- Recorded data -
= Beginning of Section =
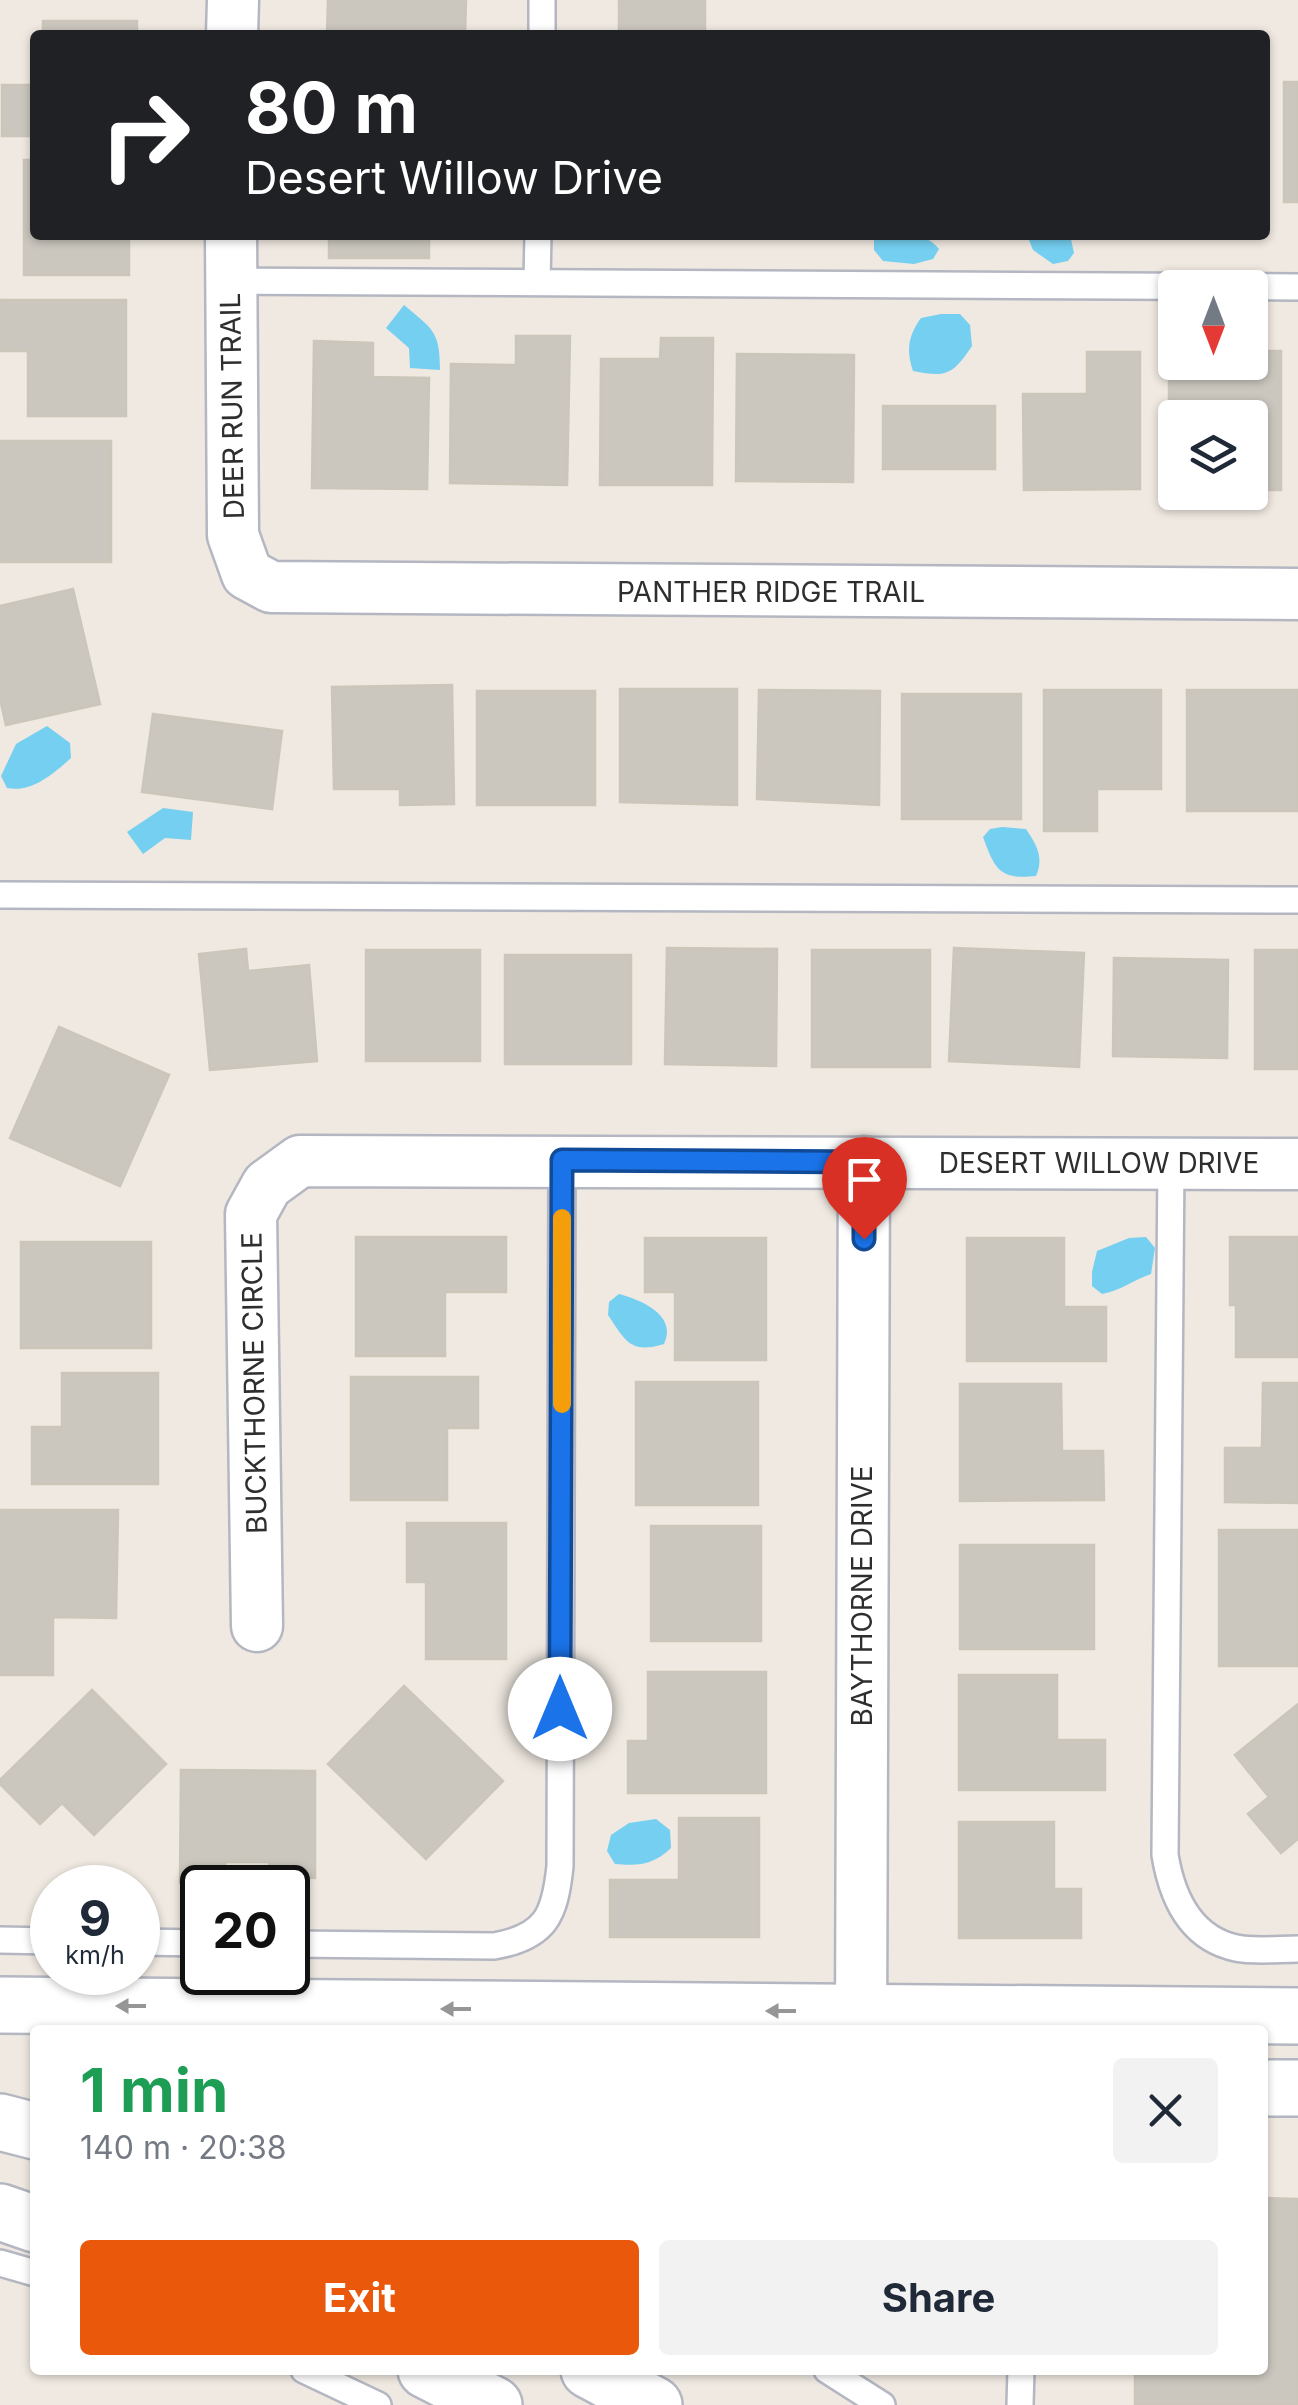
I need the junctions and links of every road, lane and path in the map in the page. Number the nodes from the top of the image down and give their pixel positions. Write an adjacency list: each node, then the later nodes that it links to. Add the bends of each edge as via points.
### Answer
1 (233, 0): 3 (street)
2 (542, 0): 4 (lane)
3 (232, 30)
4 (542, 30)
5 (538, 240): 7 (lane)
6 (231, 258): 7 (lane); 9 (street, DEER RUN TRAIL, via 233,535)
7 (537, 281): 8 (lane)
8 (1298, 287)
9 (247, 574): 10 (street, PANTHER RIDGE TRAIL, via 271,587 332,590)
10 (1298, 594)
11 (0, 895): 12 (lane)
12 (1298, 900)
13 (562, 1160): 14 (street, DESERT WILLOW DRIVE); 15 (street, DESERT WILLOW DRIVE); 21 (lane, via 557,1898 549,1919 520,1942)
14 (300, 1161): 18 (street, BUCKTHORNE CIRCLE, via 267,1185 252,1214)
15 (864, 1162): 16 (street, DESERT WILLOW DRIVE); 25 (street, BAYTHORNE DRIVE)
16 (1171, 1163): 17 (street, DESERT WILLOW DRIVE); 22 (lane, via 1165,1855 1178,1903 1208,1937 1236,1948)
17 (1298, 1164)
18 (257, 1626)
19 (0, 1940): 20 (lane)
20 (30, 1941)
21 (310, 1944)
22 (1298, 1949)
23 (0, 2005): 25 (street, one-way to 23)
24 (1298, 2016): 25 (street)
25 (861, 2021)
26 (1268, 2088): 27 (street)
27 (1298, 2088)
28 (0, 2122): 29 (street)
29 (30, 2130)
30 (30, 2150): 31 (street)
31 (0, 2156)
32 (0, 2212): 33 (street)
33 (30, 2222)
34 (0, 2263): 35 (lane)
35 (30, 2272)
36 (315, 2375): 41 (lane)
37 (436, 2375): 42 (street)
38 (598, 2375): 43 (street)
39 (835, 2375): 44 (lane)
40 (1021, 2375): 45 (lane)
41 (378, 2405)
42 (494, 2405)
43 (654, 2405)
44 (882, 2405)
45 (1020, 2405)

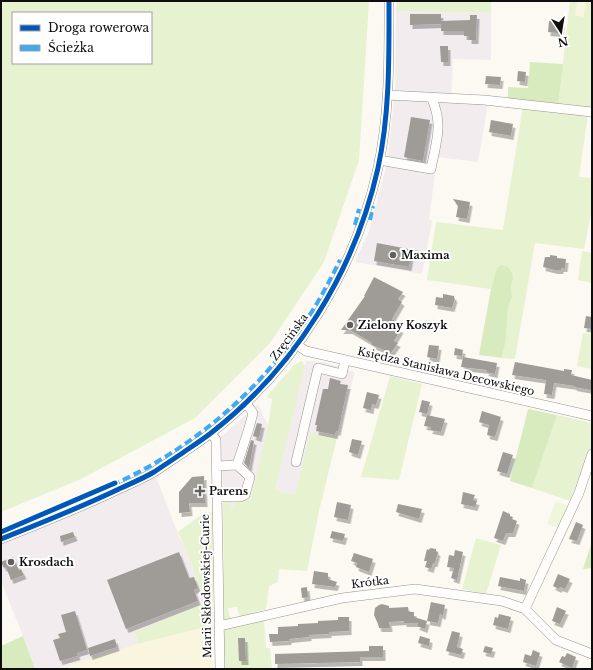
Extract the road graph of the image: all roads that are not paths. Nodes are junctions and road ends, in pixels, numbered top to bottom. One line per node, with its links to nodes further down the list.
1 (389, 1): 2 (street, Zręcińska)
2 (387, 95): 3 (street); 5 (street, Zręcińska)
3 (431, 97): 4 (street); 5 (street)
4 (592, 112)
5 (379, 160): 6 (street, Zręcińska)
6 (297, 345): 7 (street, Księdza Stanisława Decowskiego); 8 (street, Zręcińska)
7 (345, 360): 9 (street, Księdza Stanisława Decowskiego); 12 (street)
8 (246, 403): 10 (street, Zręcińska); 13 (street)
9 (592, 416)
10 (211, 433): 14 (street, Marii Skłodowskiej-Curie); 16 (street, Zręcińska)
11 (592, 454): 17 (street)
12 (296, 462)
13 (237, 465): 14 (street); 15 (street)
14 (217, 466): 15 (street, Marii Skłodowskiej-Curie)
15 (217, 497): 18 (street, Marii Skłodowskiej-Curie)
16 (1, 539)
17 (525, 609): 18 (street, Krótka); 19 (street)
18 (219, 626): 20 (street, Marii Skłodowskiej-Curie)
19 (592, 654)
20 (220, 669)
= End of Section =
- TO DO -
With images excluded, write the records above out again exactly.

- SOLVED EXERCISE -
I need the junctions and links of every road, lane and path in the map in the page. Number the nodes from the top of the image down and give their pixel positions. Write an adjacency list: each node, then the later nodes that it links to. Add the bends of each edge as via points.
### Answer
1 (233, 0): 3 (street)
2 (542, 0): 4 (lane)
3 (232, 30)
4 (542, 30)
5 (538, 240): 7 (lane)
6 (231, 258): 7 (lane); 9 (street, DEER RUN TRAIL, via 233,535)
7 (537, 281): 8 (lane)
8 (1298, 287)
9 (247, 574): 10 (street, PANTHER RIDGE TRAIL, via 271,587 332,590)
10 (1298, 594)
11 (0, 895): 12 (lane)
12 (1298, 900)
13 (562, 1160): 14 (street, DESERT WILLOW DRIVE); 15 (street, DESERT WILLOW DRIVE); 21 (lane, via 557,1898 549,1919 520,1942)
14 (300, 1161): 18 (street, BUCKTHORNE CIRCLE, via 267,1185 252,1214)
15 (864, 1162): 16 (street, DESERT WILLOW DRIVE); 25 (street, BAYTHORNE DRIVE)
16 (1171, 1163): 17 (street, DESERT WILLOW DRIVE); 22 (lane, via 1165,1855 1178,1903 1208,1937 1236,1948)
17 (1298, 1164)
18 (257, 1626)
19 (0, 1940): 20 (lane)
20 (30, 1941)
21 (310, 1944)
22 (1298, 1949)
23 (0, 2005): 25 (street, one-way to 23)
24 (1298, 2016): 25 (street)
25 (861, 2021)
26 (1268, 2088): 27 (street)
27 (1298, 2088)
28 (0, 2122): 29 (street)
29 (30, 2130)
30 (30, 2150): 31 (street)
31 (0, 2156)
32 (0, 2212): 33 (street)
33 (30, 2222)
34 (0, 2263): 35 (lane)
35 (30, 2272)
36 (315, 2375): 41 (lane)
37 (436, 2375): 42 (street)
38 (598, 2375): 43 (street)
39 (835, 2375): 44 (lane)
40 (1021, 2375): 45 (lane)
41 (378, 2405)
42 (494, 2405)
43 (654, 2405)
44 (882, 2405)
45 (1020, 2405)

Extract the road graph of the image: all roads that are not paths. Nodes are junctions and road ends, in pixels, numbered top to bottom. One line per node, with its links to nodes further down the list.
1 (389, 1): 2 (street, Zręcińska)
2 (387, 95): 3 (street); 5 (street, Zręcińska)
3 (431, 97): 4 (street); 5 (street)
4 (592, 112)
5 (379, 160): 6 (street, Zręcińska)
6 (297, 345): 7 (street, Księdza Stanisława Decowskiego); 8 (street, Zręcińska)
7 (345, 360): 9 (street, Księdza Stanisława Decowskiego); 12 (street)
8 (246, 403): 10 (street, Zręcińska); 13 (street)
9 (592, 416)
10 (211, 433): 14 (street, Marii Skłodowskiej-Curie); 16 (street, Zręcińska)
11 (592, 454): 17 (street)
12 (296, 462)
13 (237, 465): 14 (street); 15 (street)
14 (217, 466): 15 (street, Marii Skłodowskiej-Curie)
15 (217, 497): 18 (street, Marii Skłodowskiej-Curie)
16 (1, 539)
17 (525, 609): 18 (street, Krótka); 19 (street)
18 (219, 626): 20 (street, Marii Skłodowskiej-Curie)
19 (592, 654)
20 (220, 669)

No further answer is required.